Nun ja, zehn Jahre nachdem Milo von uns gegangen war, tat mein Vater es ihm gleich. Auch er war wegen mir gestorben. Hatte sich für mich aufgeopfert.
Das ist jetzt ein Jahr her, aber als ich nun die Augen schließe, sehe ich es genau vor mir.
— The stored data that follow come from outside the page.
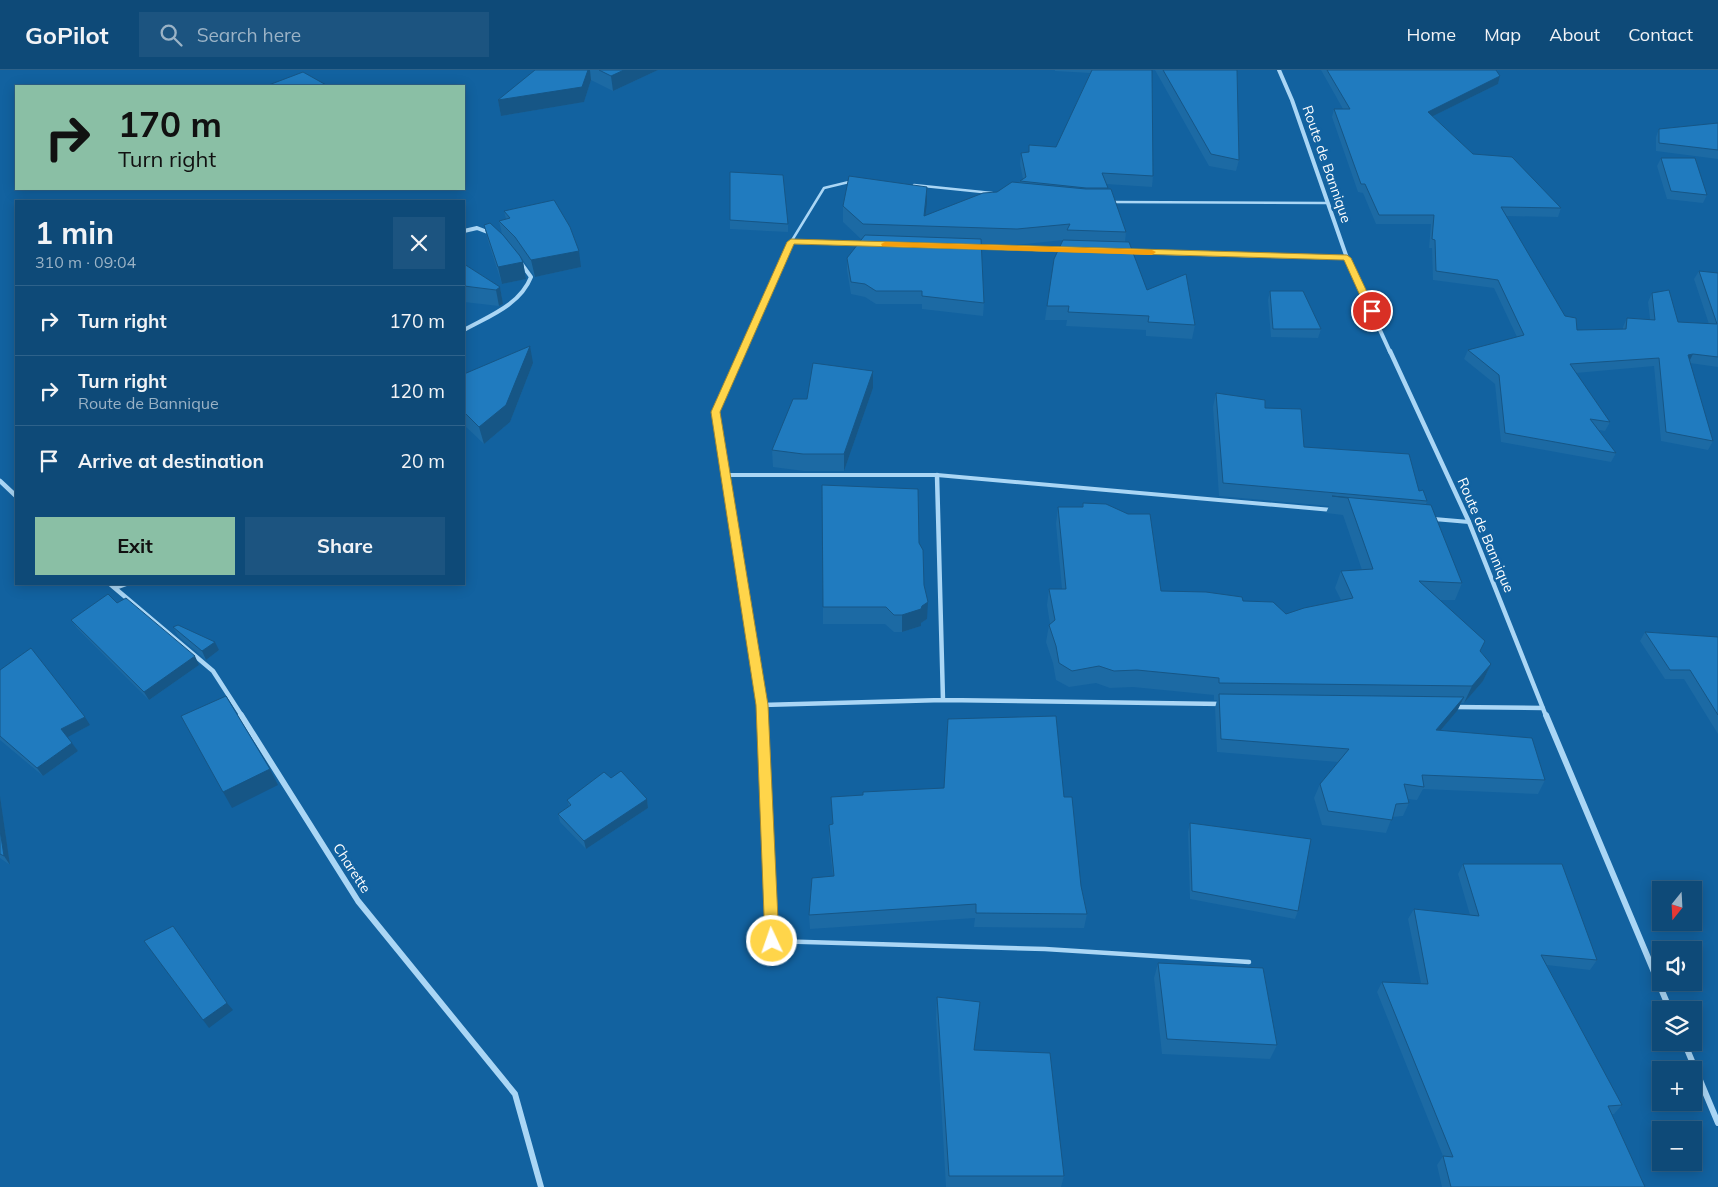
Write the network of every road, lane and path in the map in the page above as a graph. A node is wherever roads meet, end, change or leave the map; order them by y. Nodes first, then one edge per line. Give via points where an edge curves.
1 (1279, 70) edge
2 (857, 180) edge
3 (907, 184) edge
4 (995, 193) edge
5 (1103, 202) edge
6 (1326, 203) junction
7 (465, 231) edge
8 (496, 238) edge
9 (791, 242) junction
10 (870, 244) edge
11 (970, 247) edge
12 (1069, 250) edge
13 (1119, 251) edge
14 (515, 257) edge
15 (1347, 258) junction
16 (465, 329) edge
17 (726, 475) junction
18 (937, 475) junction
19 (0, 480) edge
20 (15, 495) edge
21 (1341, 511) edge
22 (1430, 519) edge
23 (1469, 522) junction
24 (112, 586) edge
25 (943, 700) junction
26 (1228, 704) edge
27 (762, 705) junction
28 (1445, 707) edge
29 (1543, 708) junction
30 (1250, 962) dead end
31 (1666, 1001) edge
32 (1688, 1051) edge
33 (1718, 1123) edge
34 (541, 1187) edge

1 - 6 street, Route de Bannique
2 - 9 lane via 824,188
3 - 4 lane
5 - 6 lane
6 - 15 street, Route de Bannique
7 - 8 street via 478,228
9 - 10 street
9 - 17 lane via 716,412
11 - 12 street
13 - 15 street
14 - 16 street via 530,277 526,290 513,302
15 - 23 street, Route de Bannique
17 - 18 lane
17 - 27 lane
18 - 21 lane
18 - 25 street
19 - 20 street
22 - 23 lane
23 - 29 street, Route de Bannique
24 - 34 street, Charette via 213,671 358,901 514,1094
25 - 26 street
25 - 27 street
27 - 30 lane via 772,941 1045,949
28 - 29 street
29 - 31 street, Route de Bannique
32 - 33 street

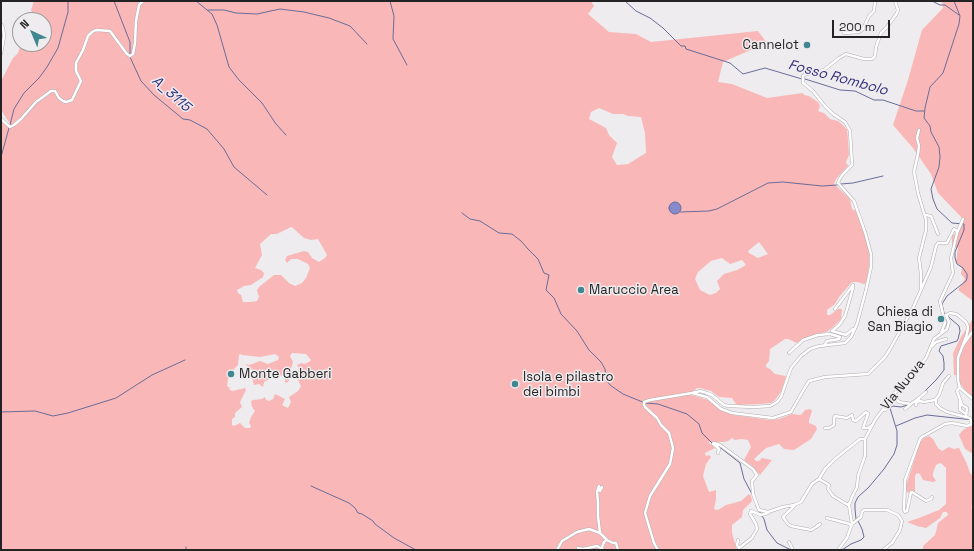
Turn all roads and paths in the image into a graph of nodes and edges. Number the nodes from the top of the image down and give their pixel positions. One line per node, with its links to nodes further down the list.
1 (143, 1): 9 (street)
2 (875, 1): 5 (street)
3 (895, 1): 17 (street)
4 (870, 8): 5 (street)
5 (873, 12): 7 (street)
6 (1, 24): 8 (street)
7 (844, 33)
8 (1, 54)
9 (1, 119)
10 (918, 130): 11 (street)
11 (926, 215): 14 (street); 15 (street)
12 (963, 219): 13 (street)
13 (957, 233): 15 (street); 19 (street, Via Nuova)
14 (938, 234)
15 (922, 288): 28 (street)
16 (835, 309): 17 (street)
17 (856, 326): 22 (street)
18 (973, 331): 21 (street)
19 (940, 333): 21 (street); 23 (street, Via Nuova)
20 (946, 339): 23 (street)
21 (963, 345): 26 (street)
22 (824, 346): 24 (street); 28 (street)
23 (929, 349): 36 (street, Via Nuova)
24 (789, 353)
25 (948, 376): 29 (street)
26 (960, 387): 30 (street); 32 (street)
27 (926, 392): 31 (street)
28 (692, 393): 59 (street)
29 (936, 399): 31 (street); 37 (street)
30 (973, 399)
31 (919, 400): 33 (street); 34 (street)
32 (960, 402): 37 (street); 37 (street)
33 (911, 404): 35 (street); 36 (street)
34 (916, 405)
35 (905, 409)
36 (882, 410): 38 (street, Via Nuova)
37 (966, 416): 44 (street)
38 (873, 424): 39 (street); 40 (street, Via Nuova)
39 (825, 428)
40 (865, 440): 42 (street); 45 (street, Via Nuova)
41 (718, 453): 47 (street)
42 (819, 479): 45 (street); 46 (street)
43 (600, 486): 51 (street)
44 (932, 496)
45 (850, 503): 50 (street, Via Nuova)
46 (794, 505): 47 (street); 49 (street)
47 (768, 512): 53 (street)
48 (827, 518): 50 (street)
49 (820, 524)
50 (851, 526): 61 (street); 62 (street)
51 (600, 533): 52 (street); 57 (street)
52 (608, 540): 56 (street); 58 (street)
53 (738, 540)
54 (789, 542): 60 (street)
55 (578, 548): 56 (street)
56 (602, 549)
57 (557, 550)
58 (618, 550)
59 (658, 550)
60 (793, 550)
61 (838, 550)
62 (883, 550)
Ich, wie ich mit meinem Fahrrad die Straße überqueren will. Ich, wie ich mitten auf der Straße bin. Das Auto, der feuerrote Sportwagen, wie er auf mich zu rast. Ich, wie ich schreie. Der Fahrer, wie auch er schreit. Und dann mein Vater, mein Held. Er hechtet durch das geöffnete Fenster des Autos und reißt das Lenkrad herum. Er wird gegen die Scheibe geschleudert. Sie zerbricht. Die Scherben fliegen durch die Luft und bohren sich in meine Haut. Die Narben habe ich heute noch, aber ich lebe. Mein Vater nicht. Im Krankenhaus ist er an seinen Wunden gestorben. Meinetwegen. Hätte ich besser aufgepasst, wäre er noch am Leben und statt ihn jeden Montag auf dem Friedhof zu besuchen, würde ich jeden Abend mit ihm auf der Couch sitzen und die Nachrichten schauen. Wir würden uns über all die Scheisse aufregen, die in der Welt passiert. Genau so, wie früher. Wir würden uns eine Familienpackung Vanilleeis teilen. Glücklich futtern und vor uns hin schmatzen. So, wie früher. Er würde mir fast täglich unter die Nase reiben, dass ich immer noch keinen Freund habe und Jungfrau bin. Und ich würde ihn spielerisch in die Seite knuffen. So, wie früher. Und wenn ich schon im Bett läge und mir die Decke bis zur Nasenspitze hochzöge, würde er das Licht ausknipsen und flüstern: „Schlaf gut, mein viel zu artiges Mädchen und träume mal was Unanständiges". So, wie früher.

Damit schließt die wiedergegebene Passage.